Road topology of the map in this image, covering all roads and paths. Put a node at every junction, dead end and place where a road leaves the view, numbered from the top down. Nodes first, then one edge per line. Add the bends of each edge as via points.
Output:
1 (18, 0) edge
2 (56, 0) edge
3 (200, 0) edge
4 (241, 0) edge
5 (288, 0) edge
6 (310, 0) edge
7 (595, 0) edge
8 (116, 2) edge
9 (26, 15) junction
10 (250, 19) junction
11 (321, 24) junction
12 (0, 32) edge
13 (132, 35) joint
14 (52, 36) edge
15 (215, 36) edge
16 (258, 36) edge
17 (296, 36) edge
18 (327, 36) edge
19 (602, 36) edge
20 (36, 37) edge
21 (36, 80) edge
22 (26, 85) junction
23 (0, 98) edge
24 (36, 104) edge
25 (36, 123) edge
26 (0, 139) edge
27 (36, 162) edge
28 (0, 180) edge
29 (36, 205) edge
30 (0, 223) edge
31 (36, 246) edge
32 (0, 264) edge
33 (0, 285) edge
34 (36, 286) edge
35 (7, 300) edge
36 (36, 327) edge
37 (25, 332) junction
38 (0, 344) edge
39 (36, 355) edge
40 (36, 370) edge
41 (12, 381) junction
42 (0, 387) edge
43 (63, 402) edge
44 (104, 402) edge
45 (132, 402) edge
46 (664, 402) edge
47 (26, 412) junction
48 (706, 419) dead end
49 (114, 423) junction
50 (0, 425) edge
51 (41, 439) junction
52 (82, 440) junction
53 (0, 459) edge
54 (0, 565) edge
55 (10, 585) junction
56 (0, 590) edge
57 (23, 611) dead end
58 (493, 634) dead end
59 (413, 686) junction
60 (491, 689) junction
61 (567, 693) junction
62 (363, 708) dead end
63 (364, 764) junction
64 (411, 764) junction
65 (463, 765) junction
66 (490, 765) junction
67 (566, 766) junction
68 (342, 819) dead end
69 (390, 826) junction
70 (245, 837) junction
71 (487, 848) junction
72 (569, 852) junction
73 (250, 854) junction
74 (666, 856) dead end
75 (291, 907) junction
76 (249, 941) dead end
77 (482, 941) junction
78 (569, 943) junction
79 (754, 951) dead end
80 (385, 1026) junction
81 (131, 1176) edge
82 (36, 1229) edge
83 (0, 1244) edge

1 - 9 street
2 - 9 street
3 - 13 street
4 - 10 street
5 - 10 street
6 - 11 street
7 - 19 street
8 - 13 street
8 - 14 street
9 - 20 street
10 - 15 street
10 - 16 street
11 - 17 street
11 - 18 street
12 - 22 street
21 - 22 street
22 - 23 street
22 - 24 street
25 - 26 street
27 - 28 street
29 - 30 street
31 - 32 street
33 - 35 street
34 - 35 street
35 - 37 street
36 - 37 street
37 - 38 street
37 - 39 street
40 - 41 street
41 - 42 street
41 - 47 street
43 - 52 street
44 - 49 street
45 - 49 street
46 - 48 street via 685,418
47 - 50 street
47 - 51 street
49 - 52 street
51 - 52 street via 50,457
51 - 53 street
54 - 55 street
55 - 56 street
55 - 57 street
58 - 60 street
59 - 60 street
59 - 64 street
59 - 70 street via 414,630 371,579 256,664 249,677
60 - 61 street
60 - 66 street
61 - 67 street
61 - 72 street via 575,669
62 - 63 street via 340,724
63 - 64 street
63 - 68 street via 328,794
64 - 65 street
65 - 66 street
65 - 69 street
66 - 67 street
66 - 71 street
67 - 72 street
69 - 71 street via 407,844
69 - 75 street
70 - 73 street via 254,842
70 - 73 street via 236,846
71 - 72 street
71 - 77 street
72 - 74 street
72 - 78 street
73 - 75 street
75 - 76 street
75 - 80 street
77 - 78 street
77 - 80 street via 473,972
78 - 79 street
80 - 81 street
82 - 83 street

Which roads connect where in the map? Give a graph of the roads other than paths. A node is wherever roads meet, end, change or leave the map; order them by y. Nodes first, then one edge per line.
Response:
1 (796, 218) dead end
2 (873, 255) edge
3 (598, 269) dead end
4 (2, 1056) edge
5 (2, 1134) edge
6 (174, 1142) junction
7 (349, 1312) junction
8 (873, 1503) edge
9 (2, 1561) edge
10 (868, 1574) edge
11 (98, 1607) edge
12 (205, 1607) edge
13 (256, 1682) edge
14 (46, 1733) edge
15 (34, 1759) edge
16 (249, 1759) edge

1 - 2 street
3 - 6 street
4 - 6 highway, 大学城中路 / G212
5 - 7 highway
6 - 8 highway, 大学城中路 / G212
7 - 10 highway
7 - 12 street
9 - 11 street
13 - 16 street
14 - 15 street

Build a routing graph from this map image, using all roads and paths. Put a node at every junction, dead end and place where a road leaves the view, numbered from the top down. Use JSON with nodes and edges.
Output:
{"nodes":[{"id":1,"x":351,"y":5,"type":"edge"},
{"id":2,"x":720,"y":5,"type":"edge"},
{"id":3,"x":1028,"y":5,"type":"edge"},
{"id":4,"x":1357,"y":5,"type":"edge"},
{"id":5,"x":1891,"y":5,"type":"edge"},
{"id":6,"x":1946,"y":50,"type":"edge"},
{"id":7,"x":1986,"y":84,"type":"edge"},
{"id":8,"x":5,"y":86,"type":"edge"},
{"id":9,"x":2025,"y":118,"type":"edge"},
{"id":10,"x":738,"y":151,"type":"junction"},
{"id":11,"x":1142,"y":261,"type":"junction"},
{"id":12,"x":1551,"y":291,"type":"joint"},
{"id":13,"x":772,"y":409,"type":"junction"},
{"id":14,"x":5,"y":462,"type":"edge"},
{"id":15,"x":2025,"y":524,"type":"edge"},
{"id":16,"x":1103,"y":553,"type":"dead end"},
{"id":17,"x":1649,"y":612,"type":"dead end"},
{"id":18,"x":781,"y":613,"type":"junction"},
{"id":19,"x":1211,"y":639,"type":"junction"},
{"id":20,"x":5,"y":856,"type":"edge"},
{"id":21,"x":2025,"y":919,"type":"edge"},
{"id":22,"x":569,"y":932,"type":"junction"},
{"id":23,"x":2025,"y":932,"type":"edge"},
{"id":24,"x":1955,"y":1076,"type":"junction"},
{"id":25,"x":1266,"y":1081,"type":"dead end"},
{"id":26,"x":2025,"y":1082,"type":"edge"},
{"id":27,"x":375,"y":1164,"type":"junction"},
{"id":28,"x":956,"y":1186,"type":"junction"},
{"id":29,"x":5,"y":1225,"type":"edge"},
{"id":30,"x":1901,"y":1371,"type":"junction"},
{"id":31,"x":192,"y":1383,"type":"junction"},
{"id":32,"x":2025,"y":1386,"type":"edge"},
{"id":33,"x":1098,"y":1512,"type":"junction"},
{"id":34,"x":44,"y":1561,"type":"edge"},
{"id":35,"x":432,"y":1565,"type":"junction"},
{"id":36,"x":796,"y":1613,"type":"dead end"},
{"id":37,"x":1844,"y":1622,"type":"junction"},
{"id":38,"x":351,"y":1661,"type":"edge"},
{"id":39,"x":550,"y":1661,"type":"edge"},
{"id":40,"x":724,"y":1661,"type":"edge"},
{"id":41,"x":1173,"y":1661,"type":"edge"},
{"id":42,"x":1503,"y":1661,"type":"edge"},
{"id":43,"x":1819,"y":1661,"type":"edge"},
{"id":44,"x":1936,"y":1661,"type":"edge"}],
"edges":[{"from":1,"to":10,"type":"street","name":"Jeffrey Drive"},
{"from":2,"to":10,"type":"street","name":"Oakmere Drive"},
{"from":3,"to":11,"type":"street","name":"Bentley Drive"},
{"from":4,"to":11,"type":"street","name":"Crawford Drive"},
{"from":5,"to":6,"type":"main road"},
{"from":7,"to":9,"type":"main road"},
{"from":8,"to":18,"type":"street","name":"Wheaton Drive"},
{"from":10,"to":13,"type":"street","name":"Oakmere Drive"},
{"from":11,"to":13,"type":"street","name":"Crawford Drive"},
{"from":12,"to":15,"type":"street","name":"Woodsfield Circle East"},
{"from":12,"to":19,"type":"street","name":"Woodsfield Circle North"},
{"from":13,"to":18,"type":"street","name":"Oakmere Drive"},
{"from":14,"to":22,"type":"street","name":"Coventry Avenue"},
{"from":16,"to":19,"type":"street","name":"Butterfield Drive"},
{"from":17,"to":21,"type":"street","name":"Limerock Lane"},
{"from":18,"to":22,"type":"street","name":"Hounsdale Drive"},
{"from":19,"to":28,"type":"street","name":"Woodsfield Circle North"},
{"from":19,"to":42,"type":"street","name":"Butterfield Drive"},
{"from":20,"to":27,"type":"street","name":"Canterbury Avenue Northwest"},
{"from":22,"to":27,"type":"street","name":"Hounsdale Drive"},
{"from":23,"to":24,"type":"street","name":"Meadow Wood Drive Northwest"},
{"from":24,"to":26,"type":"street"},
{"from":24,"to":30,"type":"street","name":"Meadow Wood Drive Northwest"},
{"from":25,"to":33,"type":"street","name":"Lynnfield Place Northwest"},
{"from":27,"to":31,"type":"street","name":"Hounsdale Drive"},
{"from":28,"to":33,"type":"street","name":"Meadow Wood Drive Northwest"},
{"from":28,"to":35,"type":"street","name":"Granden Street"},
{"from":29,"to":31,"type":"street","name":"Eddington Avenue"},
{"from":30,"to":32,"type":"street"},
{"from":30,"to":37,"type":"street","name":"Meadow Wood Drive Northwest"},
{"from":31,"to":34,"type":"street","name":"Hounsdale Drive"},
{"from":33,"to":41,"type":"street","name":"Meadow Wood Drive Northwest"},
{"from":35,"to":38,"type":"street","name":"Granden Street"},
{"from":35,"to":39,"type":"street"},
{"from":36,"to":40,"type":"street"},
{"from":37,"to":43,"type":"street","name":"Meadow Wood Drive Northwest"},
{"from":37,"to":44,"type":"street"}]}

[WHAT IS EXPECTED]: All lines in the records above with "大学城中路" need to be found and copied.

[EXPECTED ANSWER]:
4 - 6 highway, 大学城中路 / G212
6 - 8 highway, 大学城中路 / G212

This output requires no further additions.